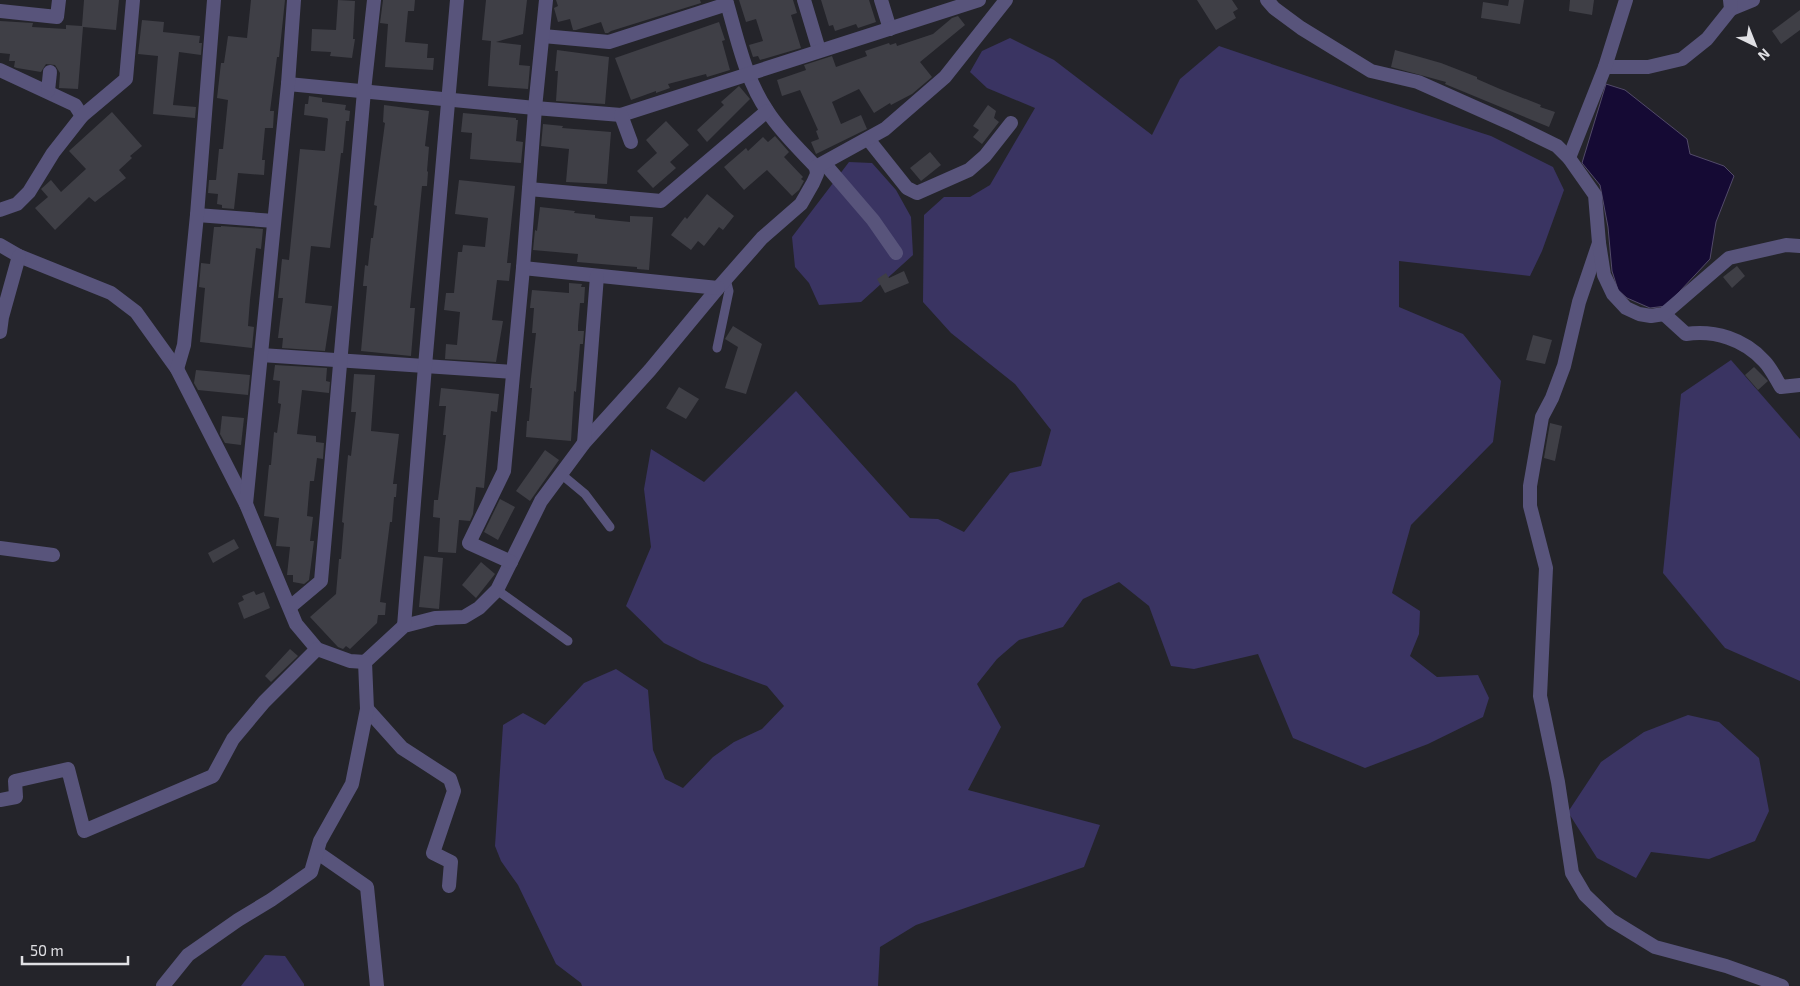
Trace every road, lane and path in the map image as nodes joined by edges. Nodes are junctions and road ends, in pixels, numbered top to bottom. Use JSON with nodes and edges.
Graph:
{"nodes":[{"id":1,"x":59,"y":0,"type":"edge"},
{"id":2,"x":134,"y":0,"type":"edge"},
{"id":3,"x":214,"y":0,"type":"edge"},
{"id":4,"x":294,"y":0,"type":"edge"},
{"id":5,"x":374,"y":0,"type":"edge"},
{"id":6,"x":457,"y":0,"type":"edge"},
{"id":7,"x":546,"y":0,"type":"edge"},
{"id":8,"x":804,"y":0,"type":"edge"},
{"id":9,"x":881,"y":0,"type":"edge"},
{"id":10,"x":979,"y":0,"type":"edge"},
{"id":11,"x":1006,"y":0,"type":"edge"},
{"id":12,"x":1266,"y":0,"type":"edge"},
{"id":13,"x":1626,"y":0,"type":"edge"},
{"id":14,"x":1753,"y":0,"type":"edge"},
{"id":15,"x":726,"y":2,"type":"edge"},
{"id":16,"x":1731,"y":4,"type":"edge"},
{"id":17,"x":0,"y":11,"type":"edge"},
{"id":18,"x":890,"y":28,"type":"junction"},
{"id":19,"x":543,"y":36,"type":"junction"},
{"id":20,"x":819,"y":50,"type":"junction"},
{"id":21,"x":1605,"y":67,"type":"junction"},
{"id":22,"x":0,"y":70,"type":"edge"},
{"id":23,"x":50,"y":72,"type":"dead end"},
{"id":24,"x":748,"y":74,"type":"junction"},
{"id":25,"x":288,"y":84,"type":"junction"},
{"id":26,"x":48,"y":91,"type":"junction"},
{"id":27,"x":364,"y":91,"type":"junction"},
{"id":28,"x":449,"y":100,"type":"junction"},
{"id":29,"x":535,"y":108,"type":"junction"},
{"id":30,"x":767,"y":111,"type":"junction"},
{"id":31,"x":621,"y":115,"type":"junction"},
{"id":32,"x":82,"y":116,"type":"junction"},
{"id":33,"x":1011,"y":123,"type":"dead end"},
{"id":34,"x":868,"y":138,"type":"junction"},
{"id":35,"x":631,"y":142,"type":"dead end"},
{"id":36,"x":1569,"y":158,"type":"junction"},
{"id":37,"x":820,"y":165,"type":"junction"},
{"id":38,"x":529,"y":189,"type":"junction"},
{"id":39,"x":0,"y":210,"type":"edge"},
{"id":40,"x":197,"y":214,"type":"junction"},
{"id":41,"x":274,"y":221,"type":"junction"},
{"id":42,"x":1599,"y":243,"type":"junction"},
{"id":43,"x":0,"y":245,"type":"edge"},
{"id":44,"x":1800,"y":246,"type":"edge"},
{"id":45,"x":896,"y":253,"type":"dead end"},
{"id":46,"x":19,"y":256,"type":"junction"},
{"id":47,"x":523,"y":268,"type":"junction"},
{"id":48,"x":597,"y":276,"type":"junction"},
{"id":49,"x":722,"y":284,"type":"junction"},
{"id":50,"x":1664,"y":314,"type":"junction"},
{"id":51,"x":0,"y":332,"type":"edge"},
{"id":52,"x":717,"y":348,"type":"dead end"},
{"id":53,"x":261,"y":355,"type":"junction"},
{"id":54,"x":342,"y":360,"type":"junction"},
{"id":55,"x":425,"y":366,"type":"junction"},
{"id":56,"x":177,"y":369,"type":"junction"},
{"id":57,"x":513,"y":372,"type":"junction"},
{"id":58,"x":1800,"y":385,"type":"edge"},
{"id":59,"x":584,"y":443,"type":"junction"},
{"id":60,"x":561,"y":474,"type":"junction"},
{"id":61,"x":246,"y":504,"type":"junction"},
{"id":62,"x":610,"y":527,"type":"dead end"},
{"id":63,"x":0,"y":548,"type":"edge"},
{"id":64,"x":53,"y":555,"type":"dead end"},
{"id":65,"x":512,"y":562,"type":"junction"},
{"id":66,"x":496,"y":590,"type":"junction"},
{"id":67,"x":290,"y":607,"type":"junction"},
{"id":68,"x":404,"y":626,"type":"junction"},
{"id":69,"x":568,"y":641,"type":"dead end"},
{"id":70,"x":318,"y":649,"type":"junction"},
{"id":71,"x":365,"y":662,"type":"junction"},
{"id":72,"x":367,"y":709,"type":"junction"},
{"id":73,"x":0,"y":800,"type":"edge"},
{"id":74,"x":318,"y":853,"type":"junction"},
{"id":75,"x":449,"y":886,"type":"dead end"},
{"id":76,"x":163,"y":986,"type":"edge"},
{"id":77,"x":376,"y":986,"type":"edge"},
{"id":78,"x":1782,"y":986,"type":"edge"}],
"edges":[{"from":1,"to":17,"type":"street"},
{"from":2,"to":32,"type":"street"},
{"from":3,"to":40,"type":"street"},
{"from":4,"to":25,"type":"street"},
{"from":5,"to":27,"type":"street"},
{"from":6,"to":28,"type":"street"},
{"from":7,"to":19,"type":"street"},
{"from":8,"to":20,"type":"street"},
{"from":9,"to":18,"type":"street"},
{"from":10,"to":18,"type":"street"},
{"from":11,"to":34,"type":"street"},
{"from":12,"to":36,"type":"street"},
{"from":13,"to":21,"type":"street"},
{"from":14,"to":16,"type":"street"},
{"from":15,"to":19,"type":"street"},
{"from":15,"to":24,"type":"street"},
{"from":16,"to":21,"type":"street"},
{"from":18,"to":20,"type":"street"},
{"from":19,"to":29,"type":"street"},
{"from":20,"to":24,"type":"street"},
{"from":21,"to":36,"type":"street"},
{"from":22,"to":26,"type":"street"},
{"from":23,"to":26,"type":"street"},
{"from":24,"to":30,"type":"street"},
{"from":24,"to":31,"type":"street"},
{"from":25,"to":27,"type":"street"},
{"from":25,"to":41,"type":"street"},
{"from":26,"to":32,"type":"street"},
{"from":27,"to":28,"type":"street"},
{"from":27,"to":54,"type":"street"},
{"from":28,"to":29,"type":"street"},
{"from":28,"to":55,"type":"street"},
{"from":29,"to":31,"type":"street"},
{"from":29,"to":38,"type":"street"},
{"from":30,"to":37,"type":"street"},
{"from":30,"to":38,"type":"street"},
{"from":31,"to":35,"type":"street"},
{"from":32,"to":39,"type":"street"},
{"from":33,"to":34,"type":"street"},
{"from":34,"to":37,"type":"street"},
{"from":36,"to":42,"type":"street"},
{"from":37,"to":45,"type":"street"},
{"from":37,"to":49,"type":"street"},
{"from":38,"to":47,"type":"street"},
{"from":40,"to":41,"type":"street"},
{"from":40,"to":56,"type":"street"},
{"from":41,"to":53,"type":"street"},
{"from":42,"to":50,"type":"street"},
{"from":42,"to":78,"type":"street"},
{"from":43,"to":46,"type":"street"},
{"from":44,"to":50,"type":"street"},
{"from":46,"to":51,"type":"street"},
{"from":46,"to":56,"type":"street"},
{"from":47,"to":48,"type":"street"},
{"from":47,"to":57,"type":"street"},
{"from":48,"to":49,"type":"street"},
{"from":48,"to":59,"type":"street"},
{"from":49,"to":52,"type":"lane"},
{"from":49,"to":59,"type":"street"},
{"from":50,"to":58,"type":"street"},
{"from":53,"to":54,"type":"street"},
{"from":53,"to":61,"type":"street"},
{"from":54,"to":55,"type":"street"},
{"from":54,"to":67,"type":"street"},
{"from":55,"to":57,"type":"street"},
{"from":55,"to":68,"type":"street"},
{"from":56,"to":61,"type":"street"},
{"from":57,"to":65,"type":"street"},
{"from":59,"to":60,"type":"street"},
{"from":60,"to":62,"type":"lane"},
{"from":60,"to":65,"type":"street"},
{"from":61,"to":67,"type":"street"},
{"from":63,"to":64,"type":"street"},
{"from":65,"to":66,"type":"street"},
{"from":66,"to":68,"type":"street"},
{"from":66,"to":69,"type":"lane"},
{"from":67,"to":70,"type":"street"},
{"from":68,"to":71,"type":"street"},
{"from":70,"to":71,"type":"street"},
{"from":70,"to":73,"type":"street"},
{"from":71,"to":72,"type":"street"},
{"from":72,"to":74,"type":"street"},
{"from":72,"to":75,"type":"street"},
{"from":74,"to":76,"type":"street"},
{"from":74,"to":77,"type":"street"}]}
--*--
== Problem ==
Would you please copy every line in the data that contains the word "lane"?

== Response ==
Trace every road, lane and path in the map image as nodes joined by edges. Nodes are junctions and road ends, in pixels, numbered top to bottom. Use JSON with nodes and edges.
{"from":49,"to":52,"type":"lane"},
{"from":60,"to":62,"type":"lane"},
{"from":66,"to":69,"type":"lane"},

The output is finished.